# Cat chemotherapy



## elliejhb (8 October 2015)

Has anyone had any experience? 
My cat very likely has lymphoma. We've been given 4 options 
1- injectable chemotherapy, Baxter gets quite stressed and aggressive so would require sedation each time and also the stress of a 125mile round trip 
2- oral chemotherapy, I can administer at home as either a low dose daily or a high dose weekly. He'd require regular blood tests but the vet is only a 10 minute drive 
3- oral or injectable steroids 
4- do nothing 

What experiences has anyone else had?


----------



## hackneylass2 (9 October 2015)

I'm sorry to hear that you have such huge and difficult choices to make for your puss.

No personal experiences but I know it's been more popular in the states.

This article may help,  written by a vet tech regarding a personal experience of lymphoma in her cat.

http://exclusivelycats.blogspot.co.uk/2012/10/cats-cancer-and-chemotherapy.html

To me, given Baxter gets so stressed, I would probably opt for the tablets...whatever you choose, ask your vet LOTS of questions about it. 

Wishing Baxter and yourself a positive outcome xxxxx


----------



## spookypony (11 October 2015)

My cat is currently dying of lymphoma. He wasn't a candidate for chemotherapy, so he's just getting the steroid pills.

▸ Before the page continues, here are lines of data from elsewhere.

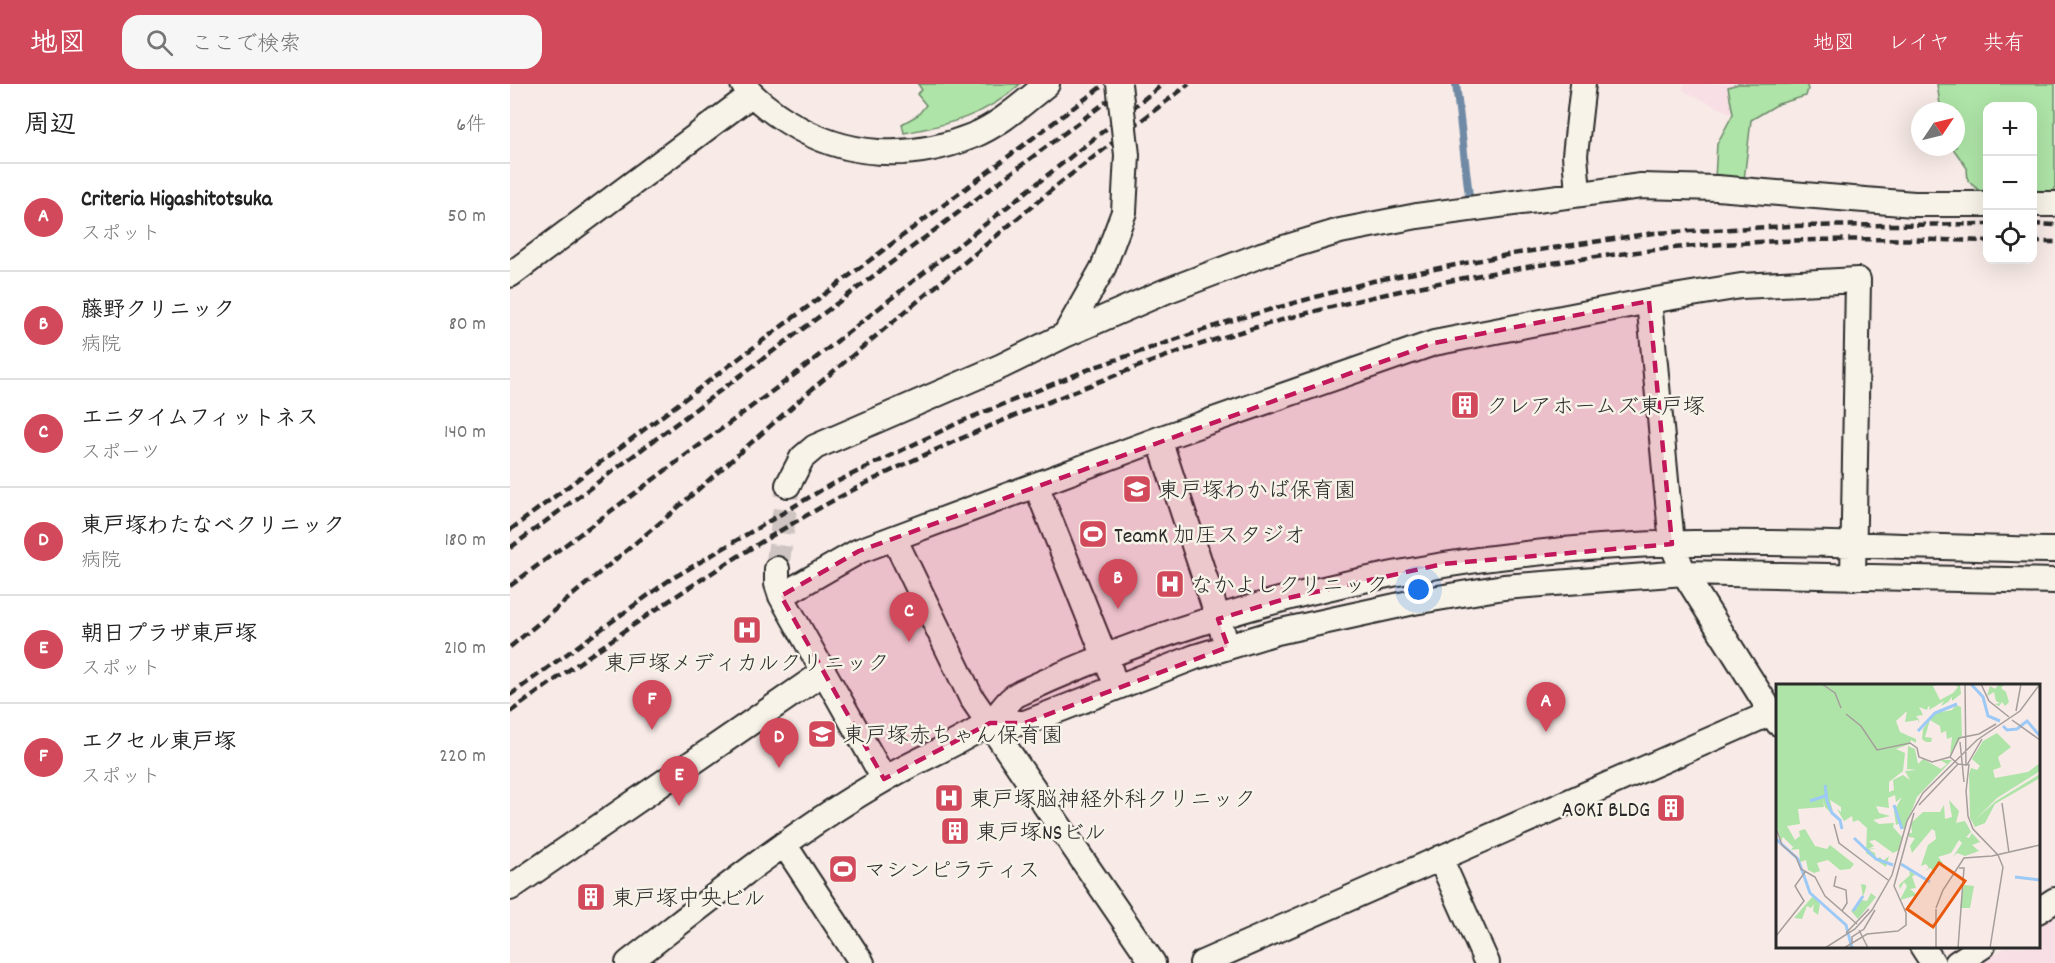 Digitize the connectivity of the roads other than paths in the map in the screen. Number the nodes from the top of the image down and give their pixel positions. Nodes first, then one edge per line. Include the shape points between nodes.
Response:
1 (1047, 84) edge
2 (1119, 84) edge
3 (1583, 84) edge
4 (747, 89) edge
5 (1578, 194) junction
6 (1983, 204) edge
7 (2037, 204) edge
8 (2055, 204) edge
9 (510, 275) edge
10 (1649, 301) junction
11 (1065, 335) junction
12 (1159, 439) junction
13 (788, 485) tunnel mouth
14 (1036, 485) junction
15 (894, 538) junction
16 (1672, 544) junction
17 (1854, 546) junction
18 (2055, 550) edge
19 (777, 569) tunnel mouth
20 (1684, 573) junction
21 (1853, 578) junction
22 (2055, 581) edge
23 (782, 596) junction
24 (1218, 619) junction
25 (1228, 647) junction
26 (1106, 657) junction
27 (824, 672) junction
28 (1116, 686) junction
29 (1774, 718) edge
30 (990, 723) junction
31 (884, 779) junction
32 (784, 844) junction
33 (1440, 858) junction
34 (510, 888) edge
35 (2055, 900) edge
36 (2040, 910) edge
37 (1923, 948) edge
38 (1980, 948) edge
39 (628, 963) edge
40 (862, 963) edge
41 (1153, 963) edge
42 (1202, 963) edge
43 (1487, 963) edge
44 (1933, 963) edge
45 (1957, 963) edge

1 - 4 street via 974,136 933,149 890,154 821,140 777,115
2 - 11 street, bridge via 1127,155 1124,212 1103,268
3 - 5 street via 1575,155
4 - 9 street
5 - 6 street via 1641,186 1717,188 1914,204
5 - 11 street via 1340,231 1219,271
7 - 8 street
10 - 12 street via 1434,343
10 - 16 street
10 - 17 street via 1741,286 1858,280
11 - 13 street via 815,447 802,458
12 - 14 street
12 - 24 street
14 - 15 street
14 - 26 street
15 - 23 street via 859,551
15 - 30 street via 971,697
16 - 17 street
16 - 20 street
16 - 24 street via 1443,564 1363,580
17 - 18 street
17 - 21 street
19 - 23 street
20 - 21 street
20 - 25 street via 1504,587 1354,614
20 - 29 street
21 - 22 street
23 - 27 street
24 - 25 street
24 - 26 street
25 - 28 street
26 - 28 street
26 - 30 street via 1014,695
27 - 31 street
27 - 34 street
28 - 30 street via 1025,723
29 - 33 street
30 - 31 street
30 - 41 street
31 - 32 street
32 - 39 street
32 - 40 street
33 - 42 street
33 - 43 street
35 - 36 street
37 - 44 street
38 - 45 street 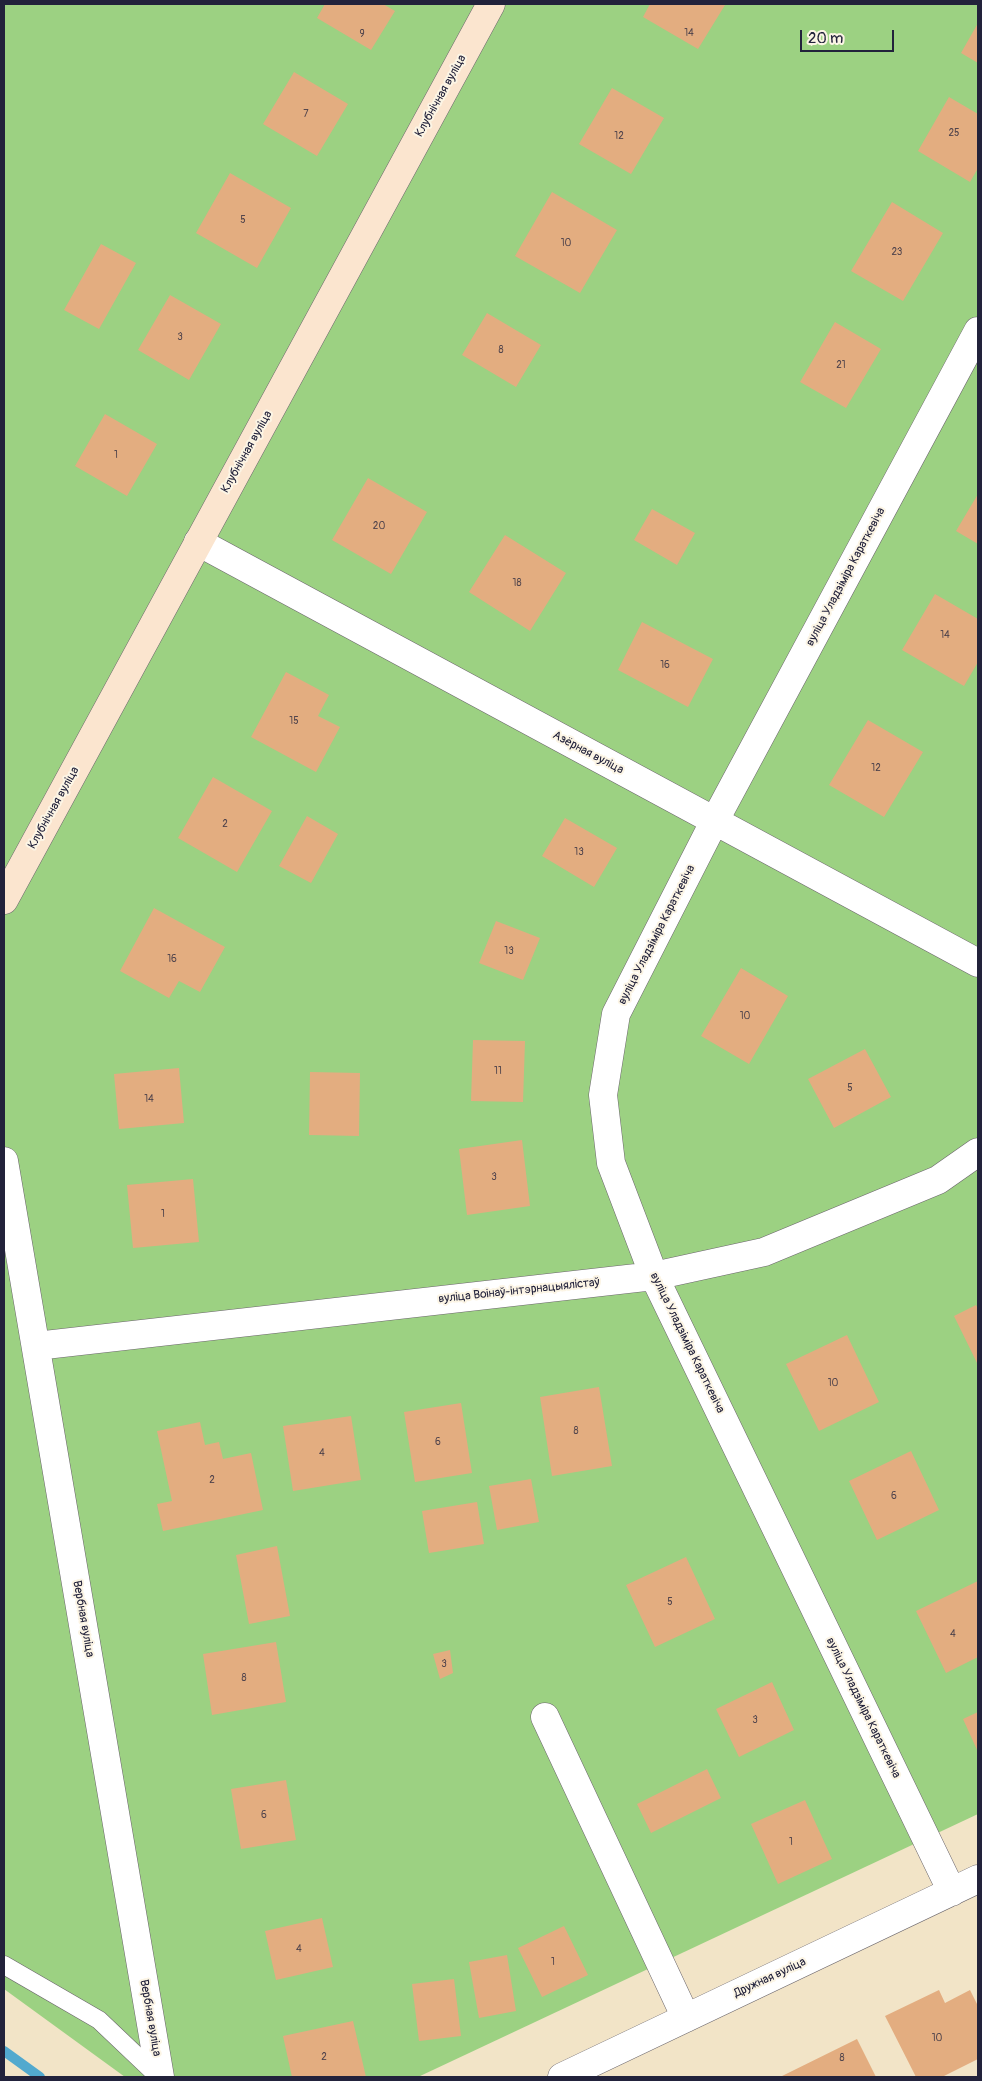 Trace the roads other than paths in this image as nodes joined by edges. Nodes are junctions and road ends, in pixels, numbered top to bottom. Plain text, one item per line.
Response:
1 (491, 4) edge
2 (978, 334) edge
3 (198, 542) junction
4 (714, 822) junction
5 (4, 900) edge
6 (978, 963) edge
7 (978, 1152) edge
8 (4, 1161) edge
9 (654, 1276) junction
10 (36, 1346) junction
11 (545, 1717) dead end
12 (978, 1879) edge
13 (952, 1892) junction
14 (4, 1965) edge
15 (686, 2018) junction
16 (160, 2077) edge
17 (562, 2077) edge

1 - 3 street, Клубнічная вуліца
2 - 4 street, вуліца Уладзіміра Караткевіча
3 - 4 street, Азёрная вуліца
3 - 5 street, Клубнічная вуліца
4 - 6 street, Азёрная вуліца
4 - 9 street, вуліца Уладзіміра Караткевіча
7 - 9 street, вуліца Воінаў-інтэрнацыялістаў
8 - 10 street, Вербная вуліца
9 - 10 street, вуліца Воінаў-інтэрнацыялістаў
9 - 13 street, вуліца Уладзіміра Караткевіча
10 - 16 street, Вербная вуліца
11 - 15 street
12 - 13 street, Дружная вуліца
13 - 15 street, Дружная вуліца
14 - 16 lane
15 - 17 street, Дружная вуліца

If your cat is a candidate for chemotherapy, then I know that it's not prohibitively expensive, and depending on the type of lymphoma, it has a pretty good success rate for giving your cat more quality time. I'd say go for one of the chemo options, but find out if the stressful option actually has a significantly higher success rate than the less stressful option. Also, find out how many trips you would have to make, for how long.


----------